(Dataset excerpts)
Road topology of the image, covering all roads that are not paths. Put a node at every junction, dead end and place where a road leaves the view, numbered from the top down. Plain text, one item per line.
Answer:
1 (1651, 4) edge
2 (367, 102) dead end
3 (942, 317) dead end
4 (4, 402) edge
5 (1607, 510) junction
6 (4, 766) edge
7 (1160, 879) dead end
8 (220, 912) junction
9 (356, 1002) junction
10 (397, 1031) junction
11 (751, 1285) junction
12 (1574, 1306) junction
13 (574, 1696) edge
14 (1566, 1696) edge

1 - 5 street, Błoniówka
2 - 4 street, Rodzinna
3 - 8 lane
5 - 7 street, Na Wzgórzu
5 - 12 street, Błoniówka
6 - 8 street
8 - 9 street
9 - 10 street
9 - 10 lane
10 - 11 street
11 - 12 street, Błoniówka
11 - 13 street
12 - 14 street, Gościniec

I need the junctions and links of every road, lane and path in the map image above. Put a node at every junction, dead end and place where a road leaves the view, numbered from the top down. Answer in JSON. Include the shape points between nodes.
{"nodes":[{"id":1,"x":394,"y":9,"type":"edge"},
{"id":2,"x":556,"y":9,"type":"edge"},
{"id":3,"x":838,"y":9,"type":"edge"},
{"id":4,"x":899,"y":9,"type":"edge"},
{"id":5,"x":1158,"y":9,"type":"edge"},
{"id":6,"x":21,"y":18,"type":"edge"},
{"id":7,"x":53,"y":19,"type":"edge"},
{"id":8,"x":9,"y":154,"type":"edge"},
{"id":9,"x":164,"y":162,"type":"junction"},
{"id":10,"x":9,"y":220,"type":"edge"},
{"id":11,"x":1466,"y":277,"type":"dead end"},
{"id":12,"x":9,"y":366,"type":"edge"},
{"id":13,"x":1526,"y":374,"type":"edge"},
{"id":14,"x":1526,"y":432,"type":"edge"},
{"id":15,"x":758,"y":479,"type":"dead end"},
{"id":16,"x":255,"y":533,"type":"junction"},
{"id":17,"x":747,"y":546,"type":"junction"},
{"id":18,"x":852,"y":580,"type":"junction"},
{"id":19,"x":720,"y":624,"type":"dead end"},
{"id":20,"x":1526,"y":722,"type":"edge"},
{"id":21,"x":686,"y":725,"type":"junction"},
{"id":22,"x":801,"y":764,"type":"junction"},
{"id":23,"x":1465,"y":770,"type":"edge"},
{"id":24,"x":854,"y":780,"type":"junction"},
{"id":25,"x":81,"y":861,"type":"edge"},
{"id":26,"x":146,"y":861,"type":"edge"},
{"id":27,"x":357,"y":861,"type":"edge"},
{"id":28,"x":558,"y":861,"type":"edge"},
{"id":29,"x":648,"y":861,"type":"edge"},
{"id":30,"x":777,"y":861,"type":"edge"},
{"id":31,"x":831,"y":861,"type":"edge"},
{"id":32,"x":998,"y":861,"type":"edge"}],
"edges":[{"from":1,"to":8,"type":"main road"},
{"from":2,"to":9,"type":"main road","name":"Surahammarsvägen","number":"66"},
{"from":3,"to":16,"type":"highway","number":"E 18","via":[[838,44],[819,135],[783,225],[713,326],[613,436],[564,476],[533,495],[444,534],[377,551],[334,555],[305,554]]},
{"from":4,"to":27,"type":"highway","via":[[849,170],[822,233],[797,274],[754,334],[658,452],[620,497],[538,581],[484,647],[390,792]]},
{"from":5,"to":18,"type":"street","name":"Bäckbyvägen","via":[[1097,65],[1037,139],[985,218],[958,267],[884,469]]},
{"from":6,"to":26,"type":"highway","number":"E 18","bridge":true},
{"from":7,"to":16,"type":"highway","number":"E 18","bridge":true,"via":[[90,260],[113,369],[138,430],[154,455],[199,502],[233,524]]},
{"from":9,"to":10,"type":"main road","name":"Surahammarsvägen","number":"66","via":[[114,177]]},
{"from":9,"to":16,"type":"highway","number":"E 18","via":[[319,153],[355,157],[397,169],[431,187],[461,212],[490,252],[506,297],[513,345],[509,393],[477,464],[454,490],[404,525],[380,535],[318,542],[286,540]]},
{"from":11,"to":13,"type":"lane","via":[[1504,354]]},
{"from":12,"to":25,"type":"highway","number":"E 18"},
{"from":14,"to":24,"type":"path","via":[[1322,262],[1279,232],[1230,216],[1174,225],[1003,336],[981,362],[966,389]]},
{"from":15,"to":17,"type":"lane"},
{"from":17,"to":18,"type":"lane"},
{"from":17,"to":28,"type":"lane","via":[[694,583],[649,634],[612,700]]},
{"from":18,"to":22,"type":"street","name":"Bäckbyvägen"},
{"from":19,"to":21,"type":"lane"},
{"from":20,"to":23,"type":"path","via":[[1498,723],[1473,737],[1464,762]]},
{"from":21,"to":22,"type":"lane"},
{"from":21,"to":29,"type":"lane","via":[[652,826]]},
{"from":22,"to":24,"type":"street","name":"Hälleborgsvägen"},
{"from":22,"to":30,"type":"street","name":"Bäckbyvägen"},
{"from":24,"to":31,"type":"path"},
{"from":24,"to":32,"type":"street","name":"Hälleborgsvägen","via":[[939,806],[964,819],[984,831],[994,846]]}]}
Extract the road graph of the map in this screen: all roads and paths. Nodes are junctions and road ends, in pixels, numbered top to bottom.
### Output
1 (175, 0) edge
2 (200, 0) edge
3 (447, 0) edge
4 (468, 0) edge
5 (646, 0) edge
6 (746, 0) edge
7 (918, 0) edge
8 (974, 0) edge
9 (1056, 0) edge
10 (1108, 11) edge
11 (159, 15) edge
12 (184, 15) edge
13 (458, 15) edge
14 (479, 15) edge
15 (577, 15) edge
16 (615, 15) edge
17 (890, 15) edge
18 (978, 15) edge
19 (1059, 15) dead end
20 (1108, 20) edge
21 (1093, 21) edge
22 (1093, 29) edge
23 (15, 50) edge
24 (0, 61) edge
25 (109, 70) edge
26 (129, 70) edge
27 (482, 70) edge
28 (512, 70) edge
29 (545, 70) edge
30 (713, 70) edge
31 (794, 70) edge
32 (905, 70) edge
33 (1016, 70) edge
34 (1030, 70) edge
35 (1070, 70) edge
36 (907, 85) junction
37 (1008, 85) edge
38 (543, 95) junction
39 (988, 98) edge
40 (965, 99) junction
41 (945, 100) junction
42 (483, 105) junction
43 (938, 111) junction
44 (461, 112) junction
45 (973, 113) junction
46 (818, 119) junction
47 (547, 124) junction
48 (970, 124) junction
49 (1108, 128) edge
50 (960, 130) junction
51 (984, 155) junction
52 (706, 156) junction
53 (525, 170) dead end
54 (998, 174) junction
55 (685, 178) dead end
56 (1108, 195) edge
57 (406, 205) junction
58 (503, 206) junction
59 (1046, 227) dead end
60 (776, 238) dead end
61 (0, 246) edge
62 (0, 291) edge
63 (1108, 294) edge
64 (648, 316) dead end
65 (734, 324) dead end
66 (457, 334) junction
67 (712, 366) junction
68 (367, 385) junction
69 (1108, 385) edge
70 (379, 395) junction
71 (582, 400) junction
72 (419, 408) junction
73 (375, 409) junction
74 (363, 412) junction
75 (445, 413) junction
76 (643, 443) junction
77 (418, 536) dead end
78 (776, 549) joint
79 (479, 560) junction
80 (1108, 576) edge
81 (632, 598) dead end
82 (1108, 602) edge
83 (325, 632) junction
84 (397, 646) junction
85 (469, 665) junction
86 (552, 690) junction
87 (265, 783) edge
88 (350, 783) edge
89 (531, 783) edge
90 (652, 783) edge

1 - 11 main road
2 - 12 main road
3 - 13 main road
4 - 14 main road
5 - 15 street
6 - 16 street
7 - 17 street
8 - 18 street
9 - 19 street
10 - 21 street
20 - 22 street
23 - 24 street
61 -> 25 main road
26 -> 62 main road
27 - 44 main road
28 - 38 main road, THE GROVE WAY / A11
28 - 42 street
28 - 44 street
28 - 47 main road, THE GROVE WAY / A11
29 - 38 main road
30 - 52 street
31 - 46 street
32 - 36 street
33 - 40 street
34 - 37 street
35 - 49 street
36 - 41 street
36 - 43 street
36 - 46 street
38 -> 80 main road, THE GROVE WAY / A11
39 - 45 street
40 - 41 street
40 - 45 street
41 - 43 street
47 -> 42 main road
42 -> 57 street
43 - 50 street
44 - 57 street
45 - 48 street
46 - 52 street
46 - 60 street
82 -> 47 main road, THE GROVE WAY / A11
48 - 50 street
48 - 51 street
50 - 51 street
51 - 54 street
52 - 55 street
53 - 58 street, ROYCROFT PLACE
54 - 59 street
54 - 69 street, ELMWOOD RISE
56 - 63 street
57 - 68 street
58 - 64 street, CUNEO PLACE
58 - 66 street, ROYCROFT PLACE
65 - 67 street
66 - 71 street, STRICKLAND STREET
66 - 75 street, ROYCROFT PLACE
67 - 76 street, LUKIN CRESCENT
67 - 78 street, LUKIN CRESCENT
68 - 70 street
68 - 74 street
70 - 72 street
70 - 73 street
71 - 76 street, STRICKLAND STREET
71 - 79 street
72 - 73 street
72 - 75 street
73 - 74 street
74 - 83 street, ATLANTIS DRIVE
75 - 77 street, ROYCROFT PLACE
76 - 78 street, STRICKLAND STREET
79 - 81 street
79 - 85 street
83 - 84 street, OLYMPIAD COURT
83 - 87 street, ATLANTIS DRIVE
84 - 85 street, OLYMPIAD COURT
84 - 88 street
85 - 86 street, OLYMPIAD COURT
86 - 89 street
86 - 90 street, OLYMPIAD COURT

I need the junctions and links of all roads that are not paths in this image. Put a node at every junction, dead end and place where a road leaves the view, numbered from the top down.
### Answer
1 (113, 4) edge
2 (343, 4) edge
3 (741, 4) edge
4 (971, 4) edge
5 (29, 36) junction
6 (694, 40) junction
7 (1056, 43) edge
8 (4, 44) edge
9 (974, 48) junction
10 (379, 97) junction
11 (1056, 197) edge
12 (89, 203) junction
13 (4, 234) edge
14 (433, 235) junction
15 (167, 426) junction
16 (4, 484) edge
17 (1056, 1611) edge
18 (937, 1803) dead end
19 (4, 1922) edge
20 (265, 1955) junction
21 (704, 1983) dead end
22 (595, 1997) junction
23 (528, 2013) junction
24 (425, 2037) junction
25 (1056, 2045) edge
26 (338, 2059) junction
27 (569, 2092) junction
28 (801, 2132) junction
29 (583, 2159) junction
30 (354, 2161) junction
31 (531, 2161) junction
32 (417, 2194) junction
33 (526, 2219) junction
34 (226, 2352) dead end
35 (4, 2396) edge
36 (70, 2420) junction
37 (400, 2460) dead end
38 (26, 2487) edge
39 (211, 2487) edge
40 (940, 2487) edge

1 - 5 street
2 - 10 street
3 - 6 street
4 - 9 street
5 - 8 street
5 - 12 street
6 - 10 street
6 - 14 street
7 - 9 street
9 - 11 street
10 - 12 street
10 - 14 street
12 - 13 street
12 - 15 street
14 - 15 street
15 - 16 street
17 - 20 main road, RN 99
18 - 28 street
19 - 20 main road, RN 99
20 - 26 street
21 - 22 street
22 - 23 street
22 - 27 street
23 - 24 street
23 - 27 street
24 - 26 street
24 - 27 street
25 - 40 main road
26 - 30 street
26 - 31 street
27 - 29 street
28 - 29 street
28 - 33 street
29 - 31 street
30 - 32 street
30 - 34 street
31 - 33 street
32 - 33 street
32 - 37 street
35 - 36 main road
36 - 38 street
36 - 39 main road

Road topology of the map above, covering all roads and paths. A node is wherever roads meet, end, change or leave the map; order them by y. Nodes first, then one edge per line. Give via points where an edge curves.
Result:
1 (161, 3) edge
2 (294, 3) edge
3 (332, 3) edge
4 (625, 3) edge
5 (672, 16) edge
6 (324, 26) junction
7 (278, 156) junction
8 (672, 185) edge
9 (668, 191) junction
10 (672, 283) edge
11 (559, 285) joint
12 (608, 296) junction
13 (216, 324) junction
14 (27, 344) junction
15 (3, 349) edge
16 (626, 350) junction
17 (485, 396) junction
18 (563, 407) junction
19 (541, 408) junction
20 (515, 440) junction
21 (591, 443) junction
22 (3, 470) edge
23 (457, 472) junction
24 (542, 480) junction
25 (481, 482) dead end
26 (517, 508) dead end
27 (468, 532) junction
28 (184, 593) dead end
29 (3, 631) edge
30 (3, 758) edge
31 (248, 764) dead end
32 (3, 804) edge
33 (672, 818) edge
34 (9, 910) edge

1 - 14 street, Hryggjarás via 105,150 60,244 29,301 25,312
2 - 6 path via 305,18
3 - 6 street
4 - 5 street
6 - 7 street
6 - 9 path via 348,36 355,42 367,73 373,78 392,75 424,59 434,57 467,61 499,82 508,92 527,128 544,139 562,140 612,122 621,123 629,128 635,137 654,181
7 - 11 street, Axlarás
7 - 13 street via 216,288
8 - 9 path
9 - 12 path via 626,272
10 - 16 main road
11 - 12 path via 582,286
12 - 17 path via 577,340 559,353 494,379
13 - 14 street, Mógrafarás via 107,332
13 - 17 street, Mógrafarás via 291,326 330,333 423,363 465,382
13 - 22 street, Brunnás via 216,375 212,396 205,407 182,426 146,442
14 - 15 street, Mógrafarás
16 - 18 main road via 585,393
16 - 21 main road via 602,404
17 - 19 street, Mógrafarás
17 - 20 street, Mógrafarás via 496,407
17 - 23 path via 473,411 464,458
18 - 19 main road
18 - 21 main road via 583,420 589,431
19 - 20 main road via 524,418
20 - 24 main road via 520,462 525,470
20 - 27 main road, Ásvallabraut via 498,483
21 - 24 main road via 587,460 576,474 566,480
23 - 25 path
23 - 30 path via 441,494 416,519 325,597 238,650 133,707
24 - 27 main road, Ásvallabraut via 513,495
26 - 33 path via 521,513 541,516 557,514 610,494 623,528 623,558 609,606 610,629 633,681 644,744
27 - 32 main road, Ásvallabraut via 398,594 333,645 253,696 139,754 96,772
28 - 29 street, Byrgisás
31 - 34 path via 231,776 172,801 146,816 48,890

# [Work request]
Locate the lines above that contain "CRESCENT" and copy them.

# [Answer box]
67 - 76 street, LUKIN CRESCENT
67 - 78 street, LUKIN CRESCENT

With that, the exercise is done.